▸ Material shown:
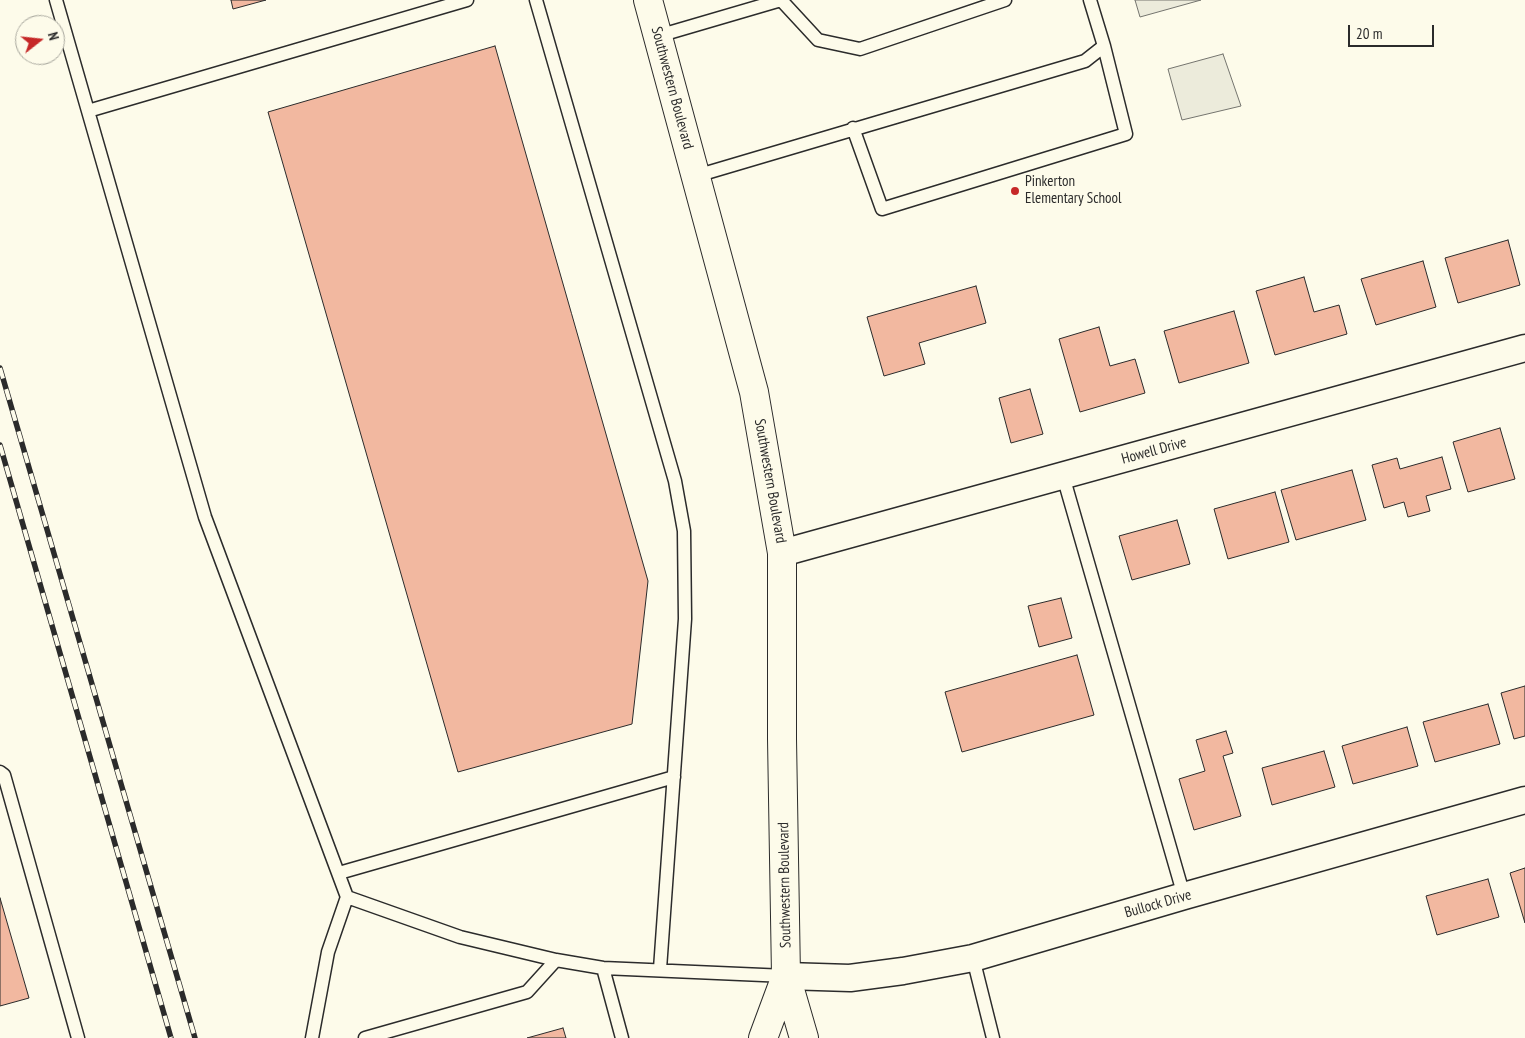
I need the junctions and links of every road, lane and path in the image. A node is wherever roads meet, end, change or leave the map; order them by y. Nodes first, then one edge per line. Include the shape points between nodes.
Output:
1 (56, 0) edge
2 (468, 0) edge
3 (536, 0) edge
4 (648, 0) edge
5 (781, 0) edge
6 (1005, 0) edge
7 (1090, 0) edge
8 (658, 36) junction
9 (1104, 46) junction
10 (88, 111) junction
11 (853, 128) junction
12 (696, 176) junction
13 (1525, 348) edge
14 (1063, 476) junction
15 (782, 553) junction
16 (0, 772) edge
17 (674, 777) junction
18 (1525, 800) edge
19 (338, 873) junction
20 (1184, 896) junction
21 (347, 897) junction
22 (974, 958) junction
23 (556, 960) junction
24 (603, 968) junction
25 (660, 969) junction
26 (786, 976) junction
27 (78, 1038) edge
28 (312, 1038) edge
29 (365, 1038) edge
30 (622, 1038) edge
31 (763, 1038) edge
32 (804, 1038) edge
33 (993, 1038) edge

1 - 10 lane
2 - 10 lane
3 - 17 lane via 672,472 684,531 685,619
4 - 8 street, Southwestern Boulevard
5 - 6 lane via 818,40 860,49
5 - 8 lane
7 - 9 lane
8 - 12 street, Southwestern Boulevard
9 - 11 lane via 1084,61
9 - 11 lane via 1126,134 882,209
10 - 19 lane via 206,518
11 - 12 lane
12 - 15 street, Southwestern Boulevard via 754,392
13 - 14 street, Howell Drive
14 - 15 street, Howell Drive
14 - 20 lane
15 - 26 street, Southwestern Boulevard
16 - 27 lane via 4,775
17 - 19 lane
17 - 25 lane
18 - 20 street, Bullock Drive
19 - 21 lane
20 - 22 street, Bullock Drive
21 - 23 lane via 460,937
21 - 28 lane via 328,952
22 - 26 street, Bullock Drive via 850,978
22 - 33 lane
23 - 24 lane
23 - 29 lane via 527,992
24 - 25 lane
24 - 30 lane
25 - 26 lane
26 - 31 street, Southwestern Boulevard
26 - 32 street, Southwestern Boulevard

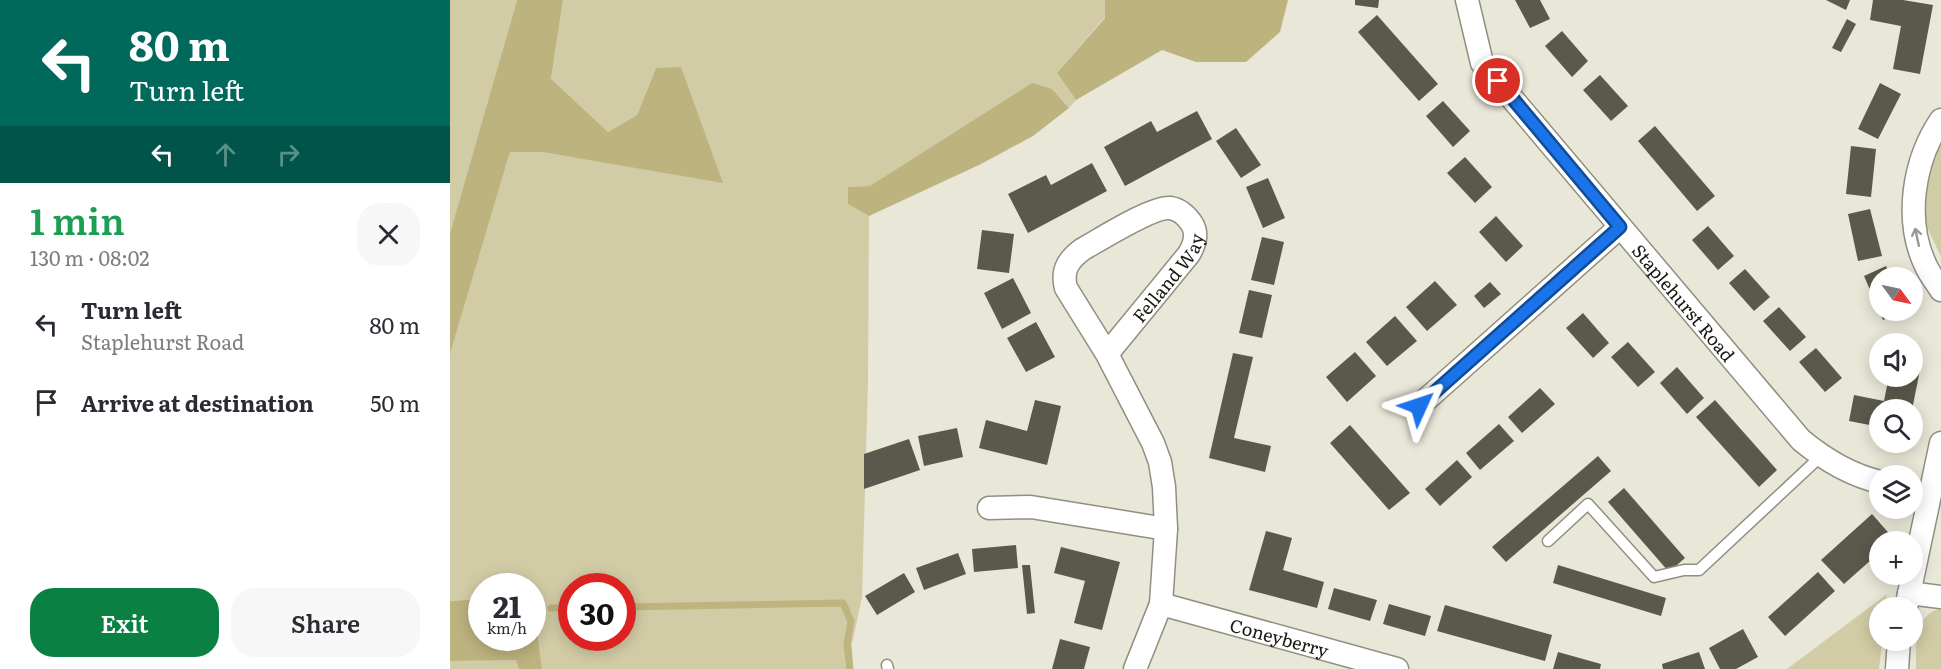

▸ What to produce: Without the pictures, give back every record precisely as shown.

▸ Response:
I need the junctions and links of every road, lane and path in the image. A node is wherever roads meet, end, change or leave the map; order them by y. Nodes first, then one edge per line. Include the shape points between nodes.
Output:
1 (56, 0) edge
2 (468, 0) edge
3 (536, 0) edge
4 (648, 0) edge
5 (781, 0) edge
6 (1005, 0) edge
7 (1090, 0) edge
8 (658, 36) junction
9 (1104, 46) junction
10 (88, 111) junction
11 (853, 128) junction
12 (696, 176) junction
13 (1525, 348) edge
14 (1063, 476) junction
15 (782, 553) junction
16 (0, 772) edge
17 (674, 777) junction
18 (1525, 800) edge
19 (338, 873) junction
20 (1184, 896) junction
21 (347, 897) junction
22 (974, 958) junction
23 (556, 960) junction
24 (603, 968) junction
25 (660, 969) junction
26 (786, 976) junction
27 (78, 1038) edge
28 (312, 1038) edge
29 (365, 1038) edge
30 (622, 1038) edge
31 (763, 1038) edge
32 (804, 1038) edge
33 (993, 1038) edge

1 - 10 lane
2 - 10 lane
3 - 17 lane via 672,472 684,531 685,619
4 - 8 street, Southwestern Boulevard
5 - 6 lane via 818,40 860,49
5 - 8 lane
7 - 9 lane
8 - 12 street, Southwestern Boulevard
9 - 11 lane via 1084,61
9 - 11 lane via 1126,134 882,209
10 - 19 lane via 206,518
11 - 12 lane
12 - 15 street, Southwestern Boulevard via 754,392
13 - 14 street, Howell Drive
14 - 15 street, Howell Drive
14 - 20 lane
15 - 26 street, Southwestern Boulevard
16 - 27 lane via 4,775
17 - 19 lane
17 - 25 lane
18 - 20 street, Bullock Drive
19 - 21 lane
20 - 22 street, Bullock Drive
21 - 23 lane via 460,937
21 - 28 lane via 328,952
22 - 26 street, Bullock Drive via 850,978
22 - 33 lane
23 - 24 lane
23 - 29 lane via 527,992
24 - 25 lane
24 - 30 lane
25 - 26 lane
26 - 31 street, Southwestern Boulevard
26 - 32 street, Southwestern Boulevard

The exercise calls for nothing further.